What does it look like?

Here are some ideas…

• Let them carry their own things to school. Why? They will forever expect others to carry their things for them.

• Teach them to do their coat up and give them opportunities to practise this skill. Why? They’ll spend their playtime putting it on while their friends have got their coat, hat and scarf on and have started playing. It can’t be nice to watch your friends do all this and be outside while you still struggle to do it. There aren’t enough adults in class to help all the children get ready for play so they have to wait. The answer isn’t more adults. The solution lies in empowering your child to do it themselves.

• Allow them to make a mess. This will give them the opportunity to clear up. At school, the children are expected to clear up after themselves. This is another life skill which they will need more and more as they get older.

• Independent eating! Let them start to feed themselves before they start school. We see so many children who cannot use cutlery, which is not bad. However, it is a shame when children are so used to being fed that they won’t even pick up the food with their hands. They sit and wait for someone to come and do it for them. At lunchtime there aren’t enough members of staff to do this. Should there be?

• Encourage them to get the things that they need. You’ll be surprised to hear that some children sit waiting for a pencil because there aren’t enough on his/her table. Wouldn’t you think it was logical to get up and get one? This applies to other things that they need too. The adults may not realise that they need something unless the child asks or uses their initiative to resolve the issue themselves. It can very frustrating when you go to see a child’s work and find that they haven’t even started it because they didn’t have a pencil, rubber or that there wasn’t enough paper on their table.

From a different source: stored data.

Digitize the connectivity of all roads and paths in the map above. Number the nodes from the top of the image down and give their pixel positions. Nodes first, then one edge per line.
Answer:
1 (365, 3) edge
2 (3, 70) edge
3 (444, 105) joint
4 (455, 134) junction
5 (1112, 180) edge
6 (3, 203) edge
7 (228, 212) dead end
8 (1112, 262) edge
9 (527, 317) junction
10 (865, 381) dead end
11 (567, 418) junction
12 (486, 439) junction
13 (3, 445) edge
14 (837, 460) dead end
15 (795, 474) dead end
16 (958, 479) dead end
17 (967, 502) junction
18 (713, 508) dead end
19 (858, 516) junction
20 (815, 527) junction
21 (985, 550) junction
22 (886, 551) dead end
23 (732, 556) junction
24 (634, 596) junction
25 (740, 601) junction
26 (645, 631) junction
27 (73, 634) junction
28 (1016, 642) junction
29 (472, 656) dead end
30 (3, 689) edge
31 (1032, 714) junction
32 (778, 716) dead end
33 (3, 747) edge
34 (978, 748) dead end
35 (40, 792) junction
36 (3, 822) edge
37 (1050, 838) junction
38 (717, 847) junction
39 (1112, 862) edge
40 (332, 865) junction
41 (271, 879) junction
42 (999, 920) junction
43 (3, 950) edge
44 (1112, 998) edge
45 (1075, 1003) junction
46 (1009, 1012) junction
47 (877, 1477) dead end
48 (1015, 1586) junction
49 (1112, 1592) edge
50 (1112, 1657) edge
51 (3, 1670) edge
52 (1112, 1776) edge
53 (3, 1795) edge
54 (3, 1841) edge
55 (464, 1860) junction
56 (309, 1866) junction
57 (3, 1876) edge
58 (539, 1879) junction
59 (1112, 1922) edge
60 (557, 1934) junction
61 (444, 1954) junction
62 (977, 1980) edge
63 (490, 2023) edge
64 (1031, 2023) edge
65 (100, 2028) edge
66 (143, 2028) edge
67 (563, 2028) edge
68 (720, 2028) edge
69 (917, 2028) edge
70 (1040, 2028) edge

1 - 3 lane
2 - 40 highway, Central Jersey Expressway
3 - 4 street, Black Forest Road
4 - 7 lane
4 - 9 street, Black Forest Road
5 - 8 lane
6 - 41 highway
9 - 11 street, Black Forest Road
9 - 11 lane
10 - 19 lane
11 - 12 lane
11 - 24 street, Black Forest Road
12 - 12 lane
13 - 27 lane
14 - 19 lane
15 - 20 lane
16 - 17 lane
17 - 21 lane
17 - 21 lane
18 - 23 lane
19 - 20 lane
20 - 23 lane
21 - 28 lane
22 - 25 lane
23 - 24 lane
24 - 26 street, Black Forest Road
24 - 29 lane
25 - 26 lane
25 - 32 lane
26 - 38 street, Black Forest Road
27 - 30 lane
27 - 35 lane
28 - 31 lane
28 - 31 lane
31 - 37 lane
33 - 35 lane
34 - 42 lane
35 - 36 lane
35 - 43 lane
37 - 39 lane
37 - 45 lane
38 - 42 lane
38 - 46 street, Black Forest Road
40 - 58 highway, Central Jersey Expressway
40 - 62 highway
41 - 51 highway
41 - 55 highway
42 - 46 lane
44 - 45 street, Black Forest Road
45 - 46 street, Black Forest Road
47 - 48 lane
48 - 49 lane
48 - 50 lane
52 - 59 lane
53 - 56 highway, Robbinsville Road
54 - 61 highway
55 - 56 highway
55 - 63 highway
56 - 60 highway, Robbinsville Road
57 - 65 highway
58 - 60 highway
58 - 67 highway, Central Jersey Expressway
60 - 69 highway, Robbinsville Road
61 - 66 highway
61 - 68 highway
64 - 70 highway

• Hygiene. Help them take care of themselves so they know how to clean up when they have finished in the toilet. They need to know how to wipe, where to dispose of the tissue and how to wash their hands properly. This is for their benefit and for the children and staff who are around them.

• Ask them questions so that they can put their thoughts together like a jigsaw puzzle. Encourage them to make links between feelings and reactions. This will empower them to manage themselves.

• Talk to them about things that have a ‘set’ pattern or those that happen at a certain time. Some children don’t realise that they need to go to the toilet or they don’t ask if they can go and they’ll feel ill or do what they need to do in their clothes. We’ll discover it when we detect a smell and investigate further. Of course, if this happens, the child will need to be washed and they’ll need to change their clothes. If some of it came out of their clothes, the furniture and floor will need to be cordoned off and cleaned.

Schools have a role to play in education but we are not the beginning and end of it. Children need to be supported by other adults at home before, after and during their school years. This does not mean tutoring. Education is a lot more than the academic.

Children grasp a lot more when they are younger. Thus it shouldn’t be that hard if you start early. Alternatively if you try and tell a 10 year old that they need to be responsible for their belongings when you’ve never expected them to before, they’ll find it very difficult to accept. Wouldn’t you?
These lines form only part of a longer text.